22 Aralık 2009 Salı

Tuşların Ardındaki Şehvet...


Her geçen gün dünya nüfusu biraz daha artıyor. Kalabalıklaşıyoruz... Büyük şehirler dolup taşmaya başladı. İnsanlar arasındaki uçurumlar artıyor. Savaş ve vahşet bütün dünyada yüzyıllardır olduğu gibi devam ediyor. Çocuklar ölüyor. Ölmeye de devam edecek. Umutsuzluk... Bizim gibi ülkelerin fakir insanlarının ortak hastalığı...

Kalabalıklaşırken yalnızlaşıyoruz. İçimize kapanıyoruz. Bencilleşiyoruz. Diğerlerini görmemeye çalışıyoruz. Dünyanın sadece işimize gelen tarafı ile ilişki içinde olmayı seçiyoruz.Hali vakti yerinde olanlarımızın veya dünyanın öteki yüzünden kendini sıyırabilmiş olanlarımızın yaşantıları, Zygmunt Bauman’ın “turist” metaforu ile çok uyuşuyor:

Büyük bir cam fanus düşünün. Fanusun dışındaki dünya ile olan ilişkiyi sadece içerideki insanlar - “turistler” belirleyebiliyor. Dışarıdaki dünya ne kadar korkunç ne kadar tehlikeli olursa olsun “turist” fanusun içinde güvendedir. Ve dış dünyadaki hoşuna giden nesnelerle de sadece kendi arzularına göre ve izin verdiği kadar bir ilişki kurma şansına sahiptir. “Turist” hafif sırt çantası ile gezer ve olaylar kontrolden çıkma tehlikesi gösterir ve oradaki eğlence potansiyeli tükenirse ya da başka yerlerden daha heyecanlı macera kokusu alırsa yollara düşebilir. Bu oyunun adı “hareketlilik oyunu”dur.

Bu oyunda kişi ihtiyaçlar ittiği ya da rüyalar çektiği anda hareket edebilmelidir. Bu hareket edebilme yeteneğine turistler “özgürlük” “bağımsızlık” diyorlar ve bunu herşeyin üzerinde tutuyorlar. Turist yaşamının anlamı bir yere varmak değil sadece hareket etmektir.

Bütün bunlar turiste “idare etme”nin zevkini yaşatır. Bu bir durum kontrolüdür. Dünyanın neresi ve hangi parçaları ile “yüzyüze” gelineceği ve bu ilişkinin ne zaman kesileceğini yalnızca turist belirler.

Günümüzün insanları, özellikle de gençler bu turist davranışını yaşam şekli haline getirmişlerdir. Bu davranışın en kolay gözlenebileceği yerlerden birisi de bilgisayar başındaki insanın davranış kalıplarıdır...

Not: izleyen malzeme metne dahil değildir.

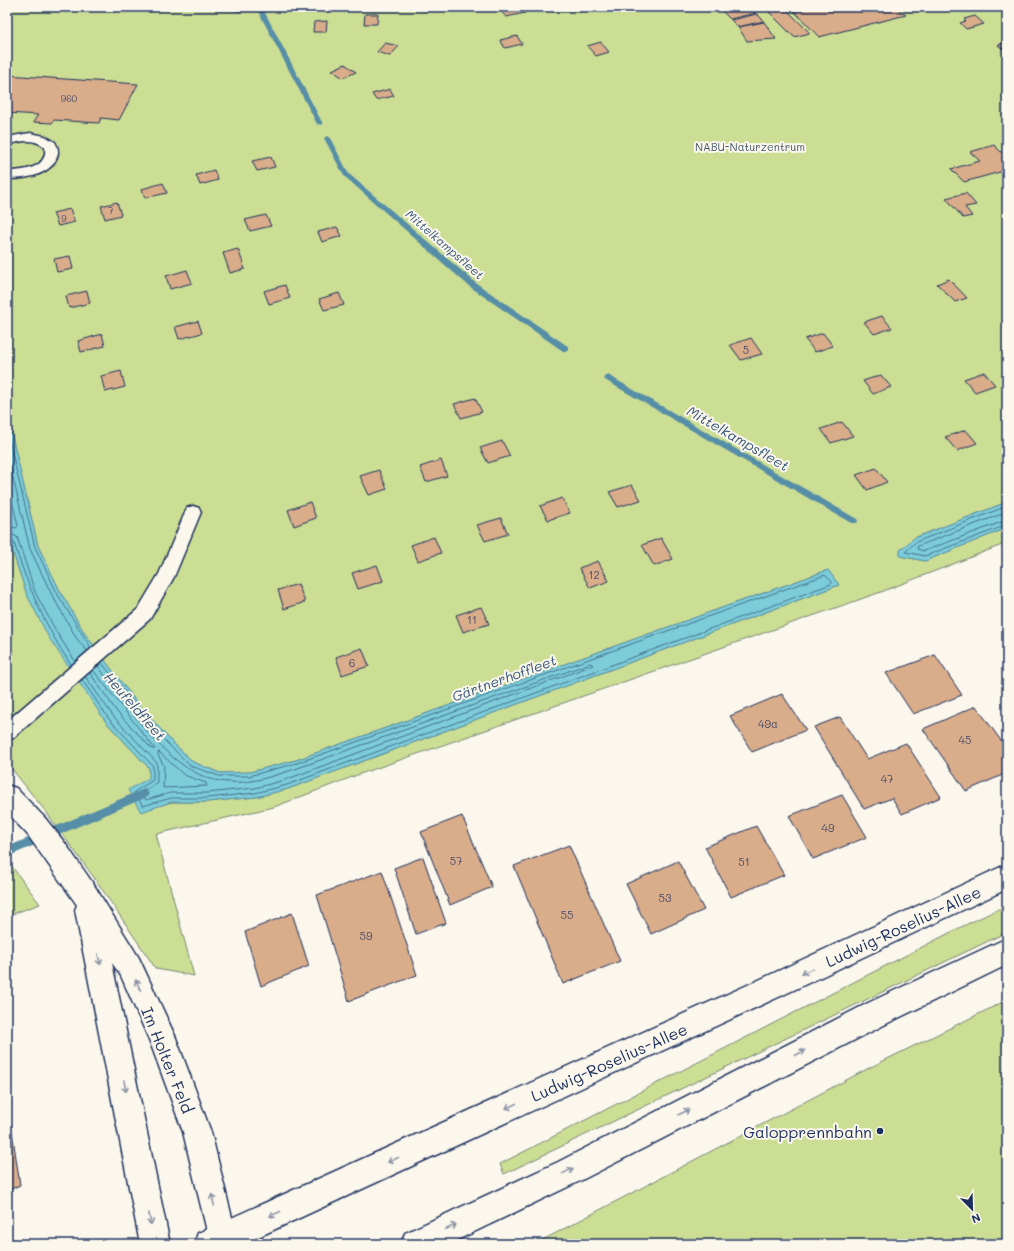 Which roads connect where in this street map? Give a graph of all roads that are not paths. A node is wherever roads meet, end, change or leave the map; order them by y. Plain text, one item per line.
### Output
1 (7, 141) edge
2 (7, 175) edge
3 (193, 512) dead end
4 (7, 732) edge
5 (7, 796) edge
6 (1007, 876) edge
7 (85, 894) junction
8 (1007, 951) edge
9 (215, 1241) edge
10 (155, 1244) edge
11 (416, 1244) edge

1 - 2 lane
3 - 4 lane
5 - 7 main road, Im Holter Feld
6 -> 9 main road, Ludwig-Roselius-Allee
9 -> 7 main road, Im Holter Feld
7 -> 10 main road, Im Holter Feld
11 -> 8 main road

Sanal seks, günümüzün gençliği arasında oldukça rağbet gören bir uğraşı. İnternette arama motorlarında en çok aranan ilk beş kelime “sex”, “seks”, “erotik”, “porno” ve “mp3”.Ve internette bir sohbet sırasında insanların birbirlerine sordukları ilk soru (asl?) yani; yaş, cinsiyet ve lokalizasyon.

Eğer uygun değilse hemen pencere kapatılıyor. Uygunsa sohbet başlıyor. Her iki taraf da kontrol etme duygusunu yaşıyor, istediği anda sohbeti sonlandırabilir ve başka birisini arayabilir. Ona karşı herhangi bir sorumluluk hissetmek zorunda değil, her an yönünü değiştirebilir. Postmodern dünyanın dayattığı şekilde bu ilişkinin ne geçmişi ne de geleceği olmak zorunda değildir. Sadece şimdiki an yaşanır. Özgürlükler ipotek altına alınmamıştır. Seçenekler sonsuzdur.

Bu ilişki şekilleri sadece bilgisayar ekranı karşısında olmuyor. Artık bilgisayar ekranında öğrenilen davranış kalıpları pekiştirilerek yavaş yavaş günlük hayatı da sanallaştırmaya başlıyor.

Bu olgulardan bir tanesi de bütün dünyada görülmeye başlanan “metropolis zapping” diye adlandırılan bir olgudur. Metropolis zapping denilen olay; bulunduğumuz kentlerin içinde hareket ederken bir anlamda sanki “on-line”mışız ve kent bir web sayfasıymış gibi bir etkinlikten başka bir etkinliğe, bir merkezden başka bir merkeze, bir insandan başka bir insana, bir bardan başka bir bara, vs... kaydığımızı ve yaşamlarımızın artık çok akışkan olduğunu farzederek yaşanıyor!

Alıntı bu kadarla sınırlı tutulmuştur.